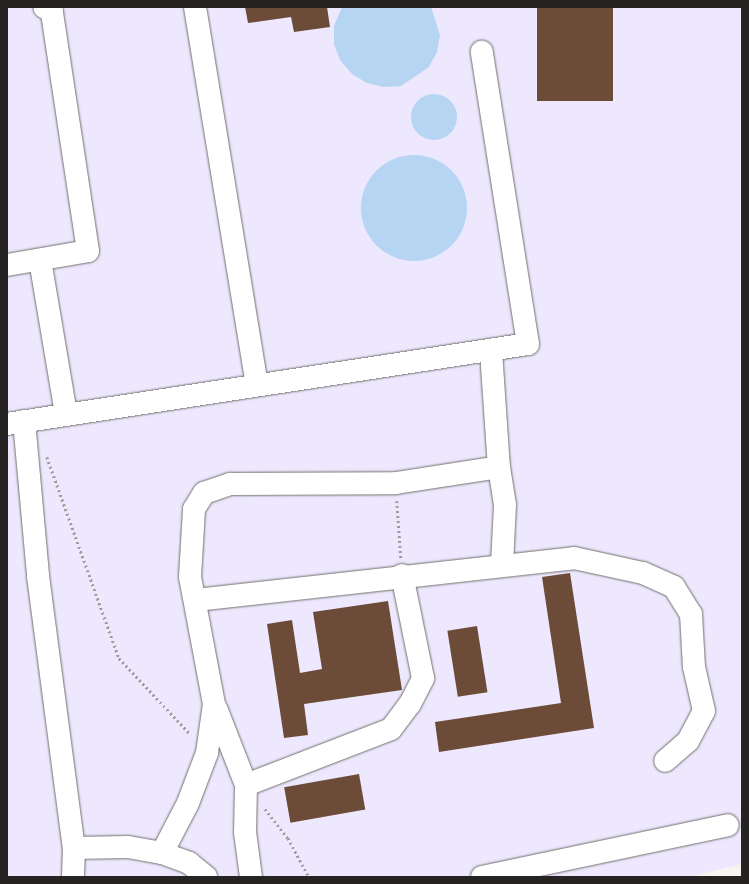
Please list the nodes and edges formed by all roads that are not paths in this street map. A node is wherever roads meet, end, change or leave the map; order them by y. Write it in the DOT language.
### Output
graph roads {
  1 [pos="195,7"];
  2 [pos="50,9"];
  3 [pos="482,52"];
  4 [pos="40,260"];
  5 [pos="7,265"];
  6 [pos="491,351"];
  7 [pos="258,385"];
  8 [pos="66,414"];
  9 [pos="16,422"];
  10 [pos="499,467"];
  11 [pos="502,564"];
  12 [pos="402,575"];
  13 [pos="196,600"];
  14 [pos="214,704"];
  15 [pos="665,762"];
  16 [pos="246,786"];
  17 [pos="728,825"];
  18 [pos="74,848"];
  19 [pos="162,853"];
  20 [pos="73,877"];
  21 [pos="206,877"];
  22 [pos="251,877"];
  23 [pos="482,877"];
  1 -- 7 [label="lane"];
  2 -- 4 [label="lane"];
  3 -- 6 [label="lane"];
  4 -- 5 [label="lane"];
  4 -- 8 [label="lane"];
  6 -- 7 [label="lane"];
  6 -- 10 [label="lane"];
  7 -- 8 [label="lane"];
  8 -- 9 [label="lane"];
  9 -- 18 [label="lane"];
  10 -- 11 [label="lane"];
  10 -- 13 [label="lane"];
  11 -- 12 [label="lane"];
  11 -- 15 [label="lane"];
  12 -- 13 [label="lane"];
  12 -- 16 [label="lane"];
  13 -- 14 [label="lane"];
  14 -- 16 [label="lane"];
  14 -- 19 [label="lane"];
  16 -- 22 [label="lane"];
  17 -- 23 [label="lane"];
  18 -- 19 [label="lane"];
  18 -- 20 [label="lane"];
  19 -- 21 [label="lane"];
}
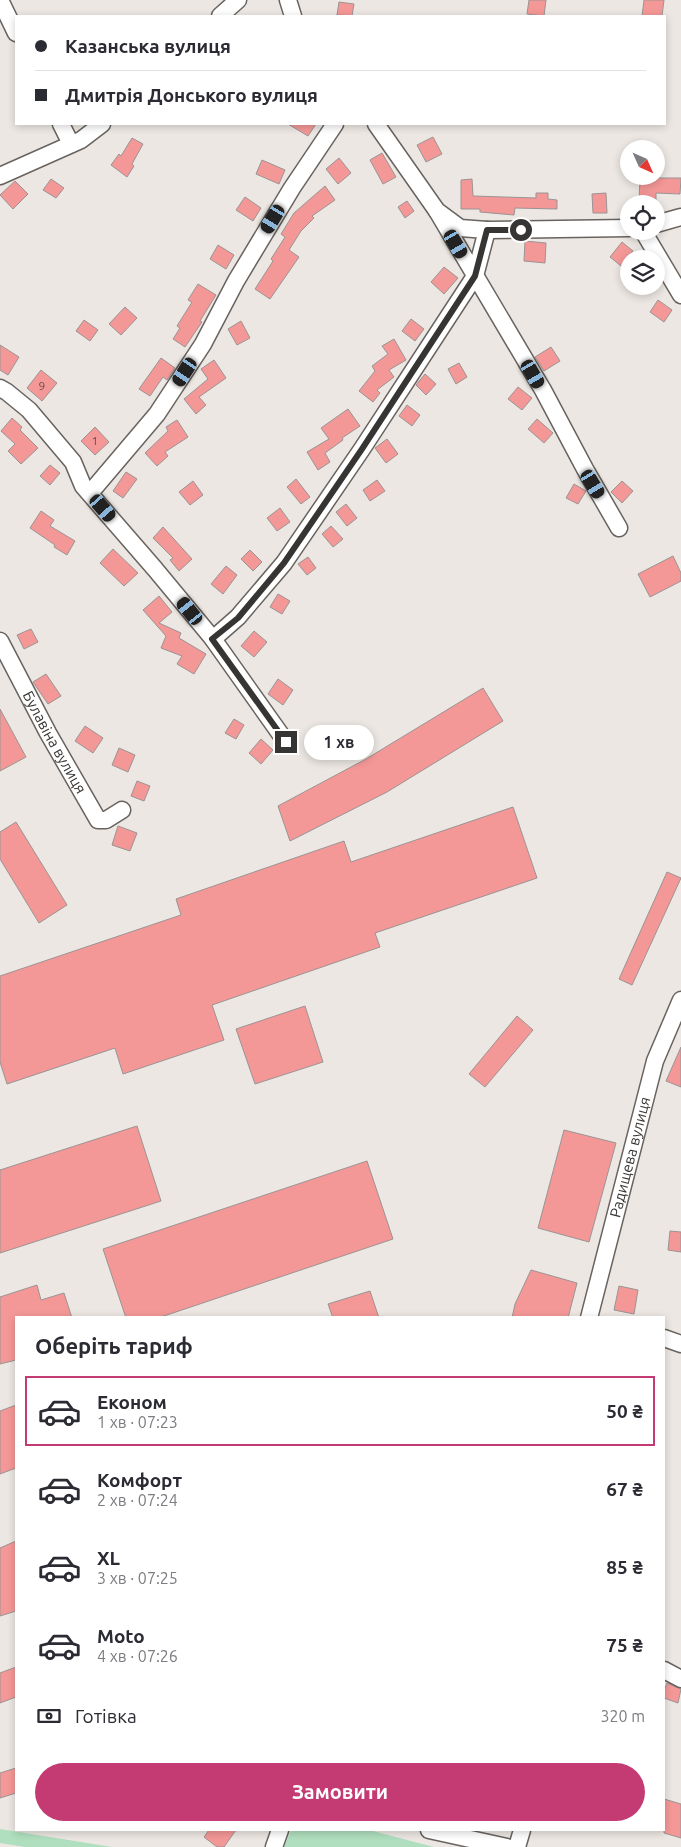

+--

Assignment ::
Everything in the listing above is to be given again exactly, apart from the pictures.

The completed task ::
Please list the nodes and edges formed by all roads that are not paths in this street map. A node is wherever roads meet, end, change or leave the map; order them by y. Write it in the DOT language.
### Output
graph roads {
  1 [pos="195,7"];
  2 [pos="50,9"];
  3 [pos="482,52"];
  4 [pos="40,260"];
  5 [pos="7,265"];
  6 [pos="491,351"];
  7 [pos="258,385"];
  8 [pos="66,414"];
  9 [pos="16,422"];
  10 [pos="499,467"];
  11 [pos="502,564"];
  12 [pos="402,575"];
  13 [pos="196,600"];
  14 [pos="214,704"];
  15 [pos="665,762"];
  16 [pos="246,786"];
  17 [pos="728,825"];
  18 [pos="74,848"];
  19 [pos="162,853"];
  20 [pos="73,877"];
  21 [pos="206,877"];
  22 [pos="251,877"];
  23 [pos="482,877"];
  1 -- 7 [label="lane"];
  2 -- 4 [label="lane"];
  3 -- 6 [label="lane"];
  4 -- 5 [label="lane"];
  4 -- 8 [label="lane"];
  6 -- 7 [label="lane"];
  6 -- 10 [label="lane"];
  7 -- 8 [label="lane"];
  8 -- 9 [label="lane"];
  9 -- 18 [label="lane"];
  10 -- 11 [label="lane"];
  10 -- 13 [label="lane"];
  11 -- 12 [label="lane"];
  11 -- 15 [label="lane"];
  12 -- 13 [label="lane"];
  12 -- 16 [label="lane"];
  13 -- 14 [label="lane"];
  14 -- 16 [label="lane"];
  14 -- 19 [label="lane"];
  16 -- 22 [label="lane"];
  17 -- 23 [label="lane"];
  18 -- 19 [label="lane"];
  18 -- 20 [label="lane"];
  19 -- 21 [label="lane"];
}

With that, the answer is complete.